▶ [What the task asks]
Each entry below is to be copied verbatim.

▶ [Working data]
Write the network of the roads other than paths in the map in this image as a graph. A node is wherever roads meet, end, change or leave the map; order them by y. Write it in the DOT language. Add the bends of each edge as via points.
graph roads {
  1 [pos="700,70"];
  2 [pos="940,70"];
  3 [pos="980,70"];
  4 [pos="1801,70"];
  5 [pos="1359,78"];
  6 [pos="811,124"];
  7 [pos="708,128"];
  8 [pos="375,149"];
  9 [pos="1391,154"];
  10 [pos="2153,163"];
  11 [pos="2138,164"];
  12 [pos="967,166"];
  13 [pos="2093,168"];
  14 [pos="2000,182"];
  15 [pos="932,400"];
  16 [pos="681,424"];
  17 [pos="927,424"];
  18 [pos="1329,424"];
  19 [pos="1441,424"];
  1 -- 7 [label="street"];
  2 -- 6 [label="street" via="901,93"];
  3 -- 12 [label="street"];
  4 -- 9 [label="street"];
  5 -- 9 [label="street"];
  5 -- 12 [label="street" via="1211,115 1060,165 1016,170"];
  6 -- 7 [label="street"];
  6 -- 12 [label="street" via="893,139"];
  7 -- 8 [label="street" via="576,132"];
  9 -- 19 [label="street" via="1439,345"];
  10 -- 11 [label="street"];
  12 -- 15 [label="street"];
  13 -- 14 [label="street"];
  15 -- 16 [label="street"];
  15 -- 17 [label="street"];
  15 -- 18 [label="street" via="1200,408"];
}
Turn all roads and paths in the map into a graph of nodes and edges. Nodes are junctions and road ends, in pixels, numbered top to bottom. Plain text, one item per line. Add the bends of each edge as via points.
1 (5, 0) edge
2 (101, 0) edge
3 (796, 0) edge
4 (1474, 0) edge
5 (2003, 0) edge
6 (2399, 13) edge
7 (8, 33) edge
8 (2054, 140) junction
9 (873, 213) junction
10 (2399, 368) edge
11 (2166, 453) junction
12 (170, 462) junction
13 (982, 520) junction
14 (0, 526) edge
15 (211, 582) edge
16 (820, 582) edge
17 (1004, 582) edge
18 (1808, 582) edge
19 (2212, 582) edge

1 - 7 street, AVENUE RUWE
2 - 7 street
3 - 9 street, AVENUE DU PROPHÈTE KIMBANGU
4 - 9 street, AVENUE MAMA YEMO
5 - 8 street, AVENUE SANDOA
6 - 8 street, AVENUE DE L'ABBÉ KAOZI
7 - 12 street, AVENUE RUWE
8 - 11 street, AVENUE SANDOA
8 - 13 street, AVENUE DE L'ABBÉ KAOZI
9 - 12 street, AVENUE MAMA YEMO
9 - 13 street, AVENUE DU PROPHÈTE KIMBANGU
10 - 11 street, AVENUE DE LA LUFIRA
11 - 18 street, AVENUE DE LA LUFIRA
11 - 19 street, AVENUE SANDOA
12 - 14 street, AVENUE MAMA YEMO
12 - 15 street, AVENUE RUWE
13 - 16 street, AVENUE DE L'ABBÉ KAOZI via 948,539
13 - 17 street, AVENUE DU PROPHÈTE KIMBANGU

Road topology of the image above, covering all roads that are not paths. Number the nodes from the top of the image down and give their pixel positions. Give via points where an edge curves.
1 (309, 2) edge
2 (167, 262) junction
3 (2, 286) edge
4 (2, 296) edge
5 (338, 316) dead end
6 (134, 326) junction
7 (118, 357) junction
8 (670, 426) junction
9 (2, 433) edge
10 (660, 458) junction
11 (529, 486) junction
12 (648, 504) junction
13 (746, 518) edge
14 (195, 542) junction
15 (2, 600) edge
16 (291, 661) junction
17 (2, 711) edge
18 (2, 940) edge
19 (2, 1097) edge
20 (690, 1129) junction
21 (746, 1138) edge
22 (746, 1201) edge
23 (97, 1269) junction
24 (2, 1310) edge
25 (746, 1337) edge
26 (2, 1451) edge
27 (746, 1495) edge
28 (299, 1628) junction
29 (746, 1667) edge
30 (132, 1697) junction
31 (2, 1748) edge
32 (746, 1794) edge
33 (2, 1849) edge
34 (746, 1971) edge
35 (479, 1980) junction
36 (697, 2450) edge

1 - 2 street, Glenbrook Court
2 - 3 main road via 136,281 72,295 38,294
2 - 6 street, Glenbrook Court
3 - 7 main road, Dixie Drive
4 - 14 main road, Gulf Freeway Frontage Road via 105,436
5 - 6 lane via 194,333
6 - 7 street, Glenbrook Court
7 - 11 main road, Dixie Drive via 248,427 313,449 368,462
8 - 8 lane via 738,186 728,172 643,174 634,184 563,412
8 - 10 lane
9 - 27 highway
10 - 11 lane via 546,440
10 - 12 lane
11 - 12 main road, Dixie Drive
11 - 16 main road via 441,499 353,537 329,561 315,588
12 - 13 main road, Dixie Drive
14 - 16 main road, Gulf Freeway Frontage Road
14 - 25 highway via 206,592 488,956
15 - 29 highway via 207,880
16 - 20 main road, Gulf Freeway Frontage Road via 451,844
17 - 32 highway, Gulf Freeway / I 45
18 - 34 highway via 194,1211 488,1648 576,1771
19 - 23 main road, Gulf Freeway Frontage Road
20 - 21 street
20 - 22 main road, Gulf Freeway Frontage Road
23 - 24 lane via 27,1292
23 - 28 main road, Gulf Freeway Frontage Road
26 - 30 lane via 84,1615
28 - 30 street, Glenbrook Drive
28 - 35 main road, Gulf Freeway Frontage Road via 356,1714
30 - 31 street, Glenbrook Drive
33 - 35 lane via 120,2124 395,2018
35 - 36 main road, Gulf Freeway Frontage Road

▶ [Exercise response]
Write the network of the roads other than paths in the map in this image as a graph. A node is wherever roads meet, end, change or leave the map; order them by y. Write it in the DOT language. Add the bends of each edge as via points.
graph roads {
  1 [pos="700,70"];
  2 [pos="940,70"];
  3 [pos="980,70"];
  4 [pos="1801,70"];
  5 [pos="1359,78"];
  6 [pos="811,124"];
  7 [pos="708,128"];
  8 [pos="375,149"];
  9 [pos="1391,154"];
  10 [pos="2153,163"];
  11 [pos="2138,164"];
  12 [pos="967,166"];
  13 [pos="2093,168"];
  14 [pos="2000,182"];
  15 [pos="932,400"];
  16 [pos="681,424"];
  17 [pos="927,424"];
  18 [pos="1329,424"];
  19 [pos="1441,424"];
  1 -- 7 [label="street"];
  2 -- 6 [label="street" via="901,93"];
  3 -- 12 [label="street"];
  4 -- 9 [label="street"];
  5 -- 9 [label="street"];
  5 -- 12 [label="street" via="1211,115 1060,165 1016,170"];
  6 -- 7 [label="street"];
  6 -- 12 [label="street" via="893,139"];
  7 -- 8 [label="street" via="576,132"];
  9 -- 19 [label="street" via="1439,345"];
  10 -- 11 [label="street"];
  12 -- 15 [label="street"];
  13 -- 14 [label="street"];
  15 -- 16 [label="street"];
  15 -- 17 [label="street"];
  15 -- 18 [label="street" via="1200,408"];
}
Turn all roads and paths in the map into a graph of nodes and edges. Nodes are junctions and road ends, in pixels, numbered top to bottom. Plain text, one item per line. Add the bends of each edge as via points.
1 (5, 0) edge
2 (101, 0) edge
3 (796, 0) edge
4 (1474, 0) edge
5 (2003, 0) edge
6 (2399, 13) edge
7 (8, 33) edge
8 (2054, 140) junction
9 (873, 213) junction
10 (2399, 368) edge
11 (2166, 453) junction
12 (170, 462) junction
13 (982, 520) junction
14 (0, 526) edge
15 (211, 582) edge
16 (820, 582) edge
17 (1004, 582) edge
18 (1808, 582) edge
19 (2212, 582) edge

1 - 7 street, AVENUE RUWE
2 - 7 street
3 - 9 street, AVENUE DU PROPHÈTE KIMBANGU
4 - 9 street, AVENUE MAMA YEMO
5 - 8 street, AVENUE SANDOA
6 - 8 street, AVENUE DE L'ABBÉ KAOZI
7 - 12 street, AVENUE RUWE
8 - 11 street, AVENUE SANDOA
8 - 13 street, AVENUE DE L'ABBÉ KAOZI
9 - 12 street, AVENUE MAMA YEMO
9 - 13 street, AVENUE DU PROPHÈTE KIMBANGU
10 - 11 street, AVENUE DE LA LUFIRA
11 - 18 street, AVENUE DE LA LUFIRA
11 - 19 street, AVENUE SANDOA
12 - 14 street, AVENUE MAMA YEMO
12 - 15 street, AVENUE RUWE
13 - 16 street, AVENUE DE L'ABBÉ KAOZI via 948,539
13 - 17 street, AVENUE DU PROPHÈTE KIMBANGU

Road topology of the image above, covering all roads that are not paths. Number the nodes from the top of the image down and give their pixel positions. Give via points where an edge curves.
1 (309, 2) edge
2 (167, 262) junction
3 (2, 286) edge
4 (2, 296) edge
5 (338, 316) dead end
6 (134, 326) junction
7 (118, 357) junction
8 (670, 426) junction
9 (2, 433) edge
10 (660, 458) junction
11 (529, 486) junction
12 (648, 504) junction
13 (746, 518) edge
14 (195, 542) junction
15 (2, 600) edge
16 (291, 661) junction
17 (2, 711) edge
18 (2, 940) edge
19 (2, 1097) edge
20 (690, 1129) junction
21 (746, 1138) edge
22 (746, 1201) edge
23 (97, 1269) junction
24 (2, 1310) edge
25 (746, 1337) edge
26 (2, 1451) edge
27 (746, 1495) edge
28 (299, 1628) junction
29 (746, 1667) edge
30 (132, 1697) junction
31 (2, 1748) edge
32 (746, 1794) edge
33 (2, 1849) edge
34 (746, 1971) edge
35 (479, 1980) junction
36 (697, 2450) edge

1 - 2 street, Glenbrook Court
2 - 3 main road via 136,281 72,295 38,294
2 - 6 street, Glenbrook Court
3 - 7 main road, Dixie Drive
4 - 14 main road, Gulf Freeway Frontage Road via 105,436
5 - 6 lane via 194,333
6 - 7 street, Glenbrook Court
7 - 11 main road, Dixie Drive via 248,427 313,449 368,462
8 - 8 lane via 738,186 728,172 643,174 634,184 563,412
8 - 10 lane
9 - 27 highway
10 - 11 lane via 546,440
10 - 12 lane
11 - 12 main road, Dixie Drive
11 - 16 main road via 441,499 353,537 329,561 315,588
12 - 13 main road, Dixie Drive
14 - 16 main road, Gulf Freeway Frontage Road
14 - 25 highway via 206,592 488,956
15 - 29 highway via 207,880
16 - 20 main road, Gulf Freeway Frontage Road via 451,844
17 - 32 highway, Gulf Freeway / I 45
18 - 34 highway via 194,1211 488,1648 576,1771
19 - 23 main road, Gulf Freeway Frontage Road
20 - 21 street
20 - 22 main road, Gulf Freeway Frontage Road
23 - 24 lane via 27,1292
23 - 28 main road, Gulf Freeway Frontage Road
26 - 30 lane via 84,1615
28 - 30 street, Glenbrook Drive
28 - 35 main road, Gulf Freeway Frontage Road via 356,1714
30 - 31 street, Glenbrook Drive
33 - 35 lane via 120,2124 395,2018
35 - 36 main road, Gulf Freeway Frontage Road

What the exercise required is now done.